Today we turn our attention to a very classy pair of headphones that would surely raise the pulse of any true audiophile. Mobile Geeks look at he Parrot Zik, tested on the streets of New York city.
Sound Quality and Features
Of course the most important thing for anyone buying a pair of headphones is the actually quality of the sound the device outputs, so before we get in to the much more sophisticated and technical features of the Zik, let me tell you that the sound quality is excellent. Low and high frequencies are great with very realistic reproduction; with Classical music for example you are going to feel an incredible dynamic range. There is a small gripe involving noise cancellation during playback, but more on that later.
The Zik is the first set of headphones that I have used that integrates a touchpad. It may seem like a superfluous feature for many users who are looking for a more old school product, but over time I have become fond of the feature. In the first few weeks I only used the touchpad very sporadically and only for adjusting volume. After a while I was using it more frequently, also for pausing and skipping tracks. There were some minor issues however as the touchpad works well with iTunes but it does not work fully for my primary music service Spotify, lacking track pausing and skipping which is a disappointment.
Once you have the Parrot app installed on your iOS or Android device (2.0 and above) you have a choice of many options that enhance the listening experience, but one of the most fundamental functions its serves is telling you how much power the headphones have left. The headset itself offers no indication of power levels. The app also gives you a broad range of equalization options (Lou Reed’s personal settings included), noise cancellation settings and the concert hall feature which transforms any track into a live performance.
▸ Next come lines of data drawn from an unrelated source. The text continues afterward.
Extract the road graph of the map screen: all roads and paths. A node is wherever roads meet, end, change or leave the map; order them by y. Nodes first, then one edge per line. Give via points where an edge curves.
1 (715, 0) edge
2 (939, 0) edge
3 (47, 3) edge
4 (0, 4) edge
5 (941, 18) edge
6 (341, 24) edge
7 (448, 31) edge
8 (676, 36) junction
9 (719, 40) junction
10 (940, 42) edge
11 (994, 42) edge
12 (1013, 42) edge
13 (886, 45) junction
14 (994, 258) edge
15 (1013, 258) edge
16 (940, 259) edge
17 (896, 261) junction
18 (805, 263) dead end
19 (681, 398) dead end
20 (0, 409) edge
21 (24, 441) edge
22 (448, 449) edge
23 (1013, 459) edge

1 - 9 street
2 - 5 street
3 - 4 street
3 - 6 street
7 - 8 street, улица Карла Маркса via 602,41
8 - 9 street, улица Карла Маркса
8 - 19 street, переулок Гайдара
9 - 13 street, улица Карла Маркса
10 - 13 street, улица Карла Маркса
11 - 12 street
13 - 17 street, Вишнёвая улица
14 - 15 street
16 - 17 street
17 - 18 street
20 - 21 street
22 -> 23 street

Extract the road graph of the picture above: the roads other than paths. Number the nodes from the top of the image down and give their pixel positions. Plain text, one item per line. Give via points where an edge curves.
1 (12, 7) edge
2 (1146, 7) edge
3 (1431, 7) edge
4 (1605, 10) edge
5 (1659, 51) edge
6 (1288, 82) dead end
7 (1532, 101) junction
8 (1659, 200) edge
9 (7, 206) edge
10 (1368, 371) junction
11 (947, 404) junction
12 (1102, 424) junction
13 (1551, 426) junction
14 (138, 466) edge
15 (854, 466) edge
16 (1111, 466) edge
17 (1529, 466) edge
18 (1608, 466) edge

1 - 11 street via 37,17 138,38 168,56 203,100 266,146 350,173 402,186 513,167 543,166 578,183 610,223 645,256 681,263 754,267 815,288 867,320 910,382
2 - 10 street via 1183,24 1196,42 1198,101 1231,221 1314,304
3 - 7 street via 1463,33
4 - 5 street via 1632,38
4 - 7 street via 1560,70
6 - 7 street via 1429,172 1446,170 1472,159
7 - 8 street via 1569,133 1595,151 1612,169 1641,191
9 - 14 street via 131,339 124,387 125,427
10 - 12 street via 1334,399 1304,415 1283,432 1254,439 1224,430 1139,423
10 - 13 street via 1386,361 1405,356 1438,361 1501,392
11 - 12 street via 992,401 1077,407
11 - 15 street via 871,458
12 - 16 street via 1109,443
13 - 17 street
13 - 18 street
One really feature that I find to be really quite ingenious is when the music automatically turns off as you remove the headset. This became very intuitive very quickly. In an office environment where you tend to sit with colleagues nearby who may from time to time ask a question, it really is cool to just be able to slip off the headphones, reply and then resume without missing a beat.
The Zik is definitely design for comfort. In the past the Sennheiser Momentum headphones I previously used would become uncomfortable on the ears after a prolonged session. The Zik is designed to go over the ears which negates the issue substantially. I will be opting for over the ear designs from now on. Even when wearing glasses, as I do, there are no issues with pressure points. And of course being bluetooth connected, there are no issues with cablage.
During testing I took the Zik downtown on the streets of Brooklyn, and actually sat next to Indian gentleman using the exact same Parrot Zik headphones as I was. After a quick chat, he confirmed what I had suspected, that noise cancellation is a weakness of the Zik. In an office environment you can still hear to some degree, the conversations going on around you, and in a very noisy street environment you may certainly wish that noise cancellation could just be that bit stronger.
When it comes to headphones, there will always be a degree of fashion involved, being a wearable device that is very much in public view. New York is known to many as Mac City, such is the prevalence of Apple products on the streets and in the cafes and workspaces – this is very fashion conscious place. Dr Dre’s Beats audio is a particularly popular choice when it comes to headphones, and I would suggest that their popularity is driven by fashion and marketing, as much as audio quality. I couldn’t give a hoot however as I am very much in favor of my black Parrot Zik. There are also gold options, but I would argue that my gadgets are in no need of such glamor. Black and chrome look good to me and do not look out of place here in the Big Apple.
I have tested the Zik Parrot for a few weeks now, mostly on the streets of New York. Except for slightly under powered noise cancellation, I can say that am very much satisfied with the product. I use them when making Skype and Hangout calls as well listening to music, and they perform very well, thoroughly deserving thumbs up. If they could fix the touchpad in Spotify, I would be even happier.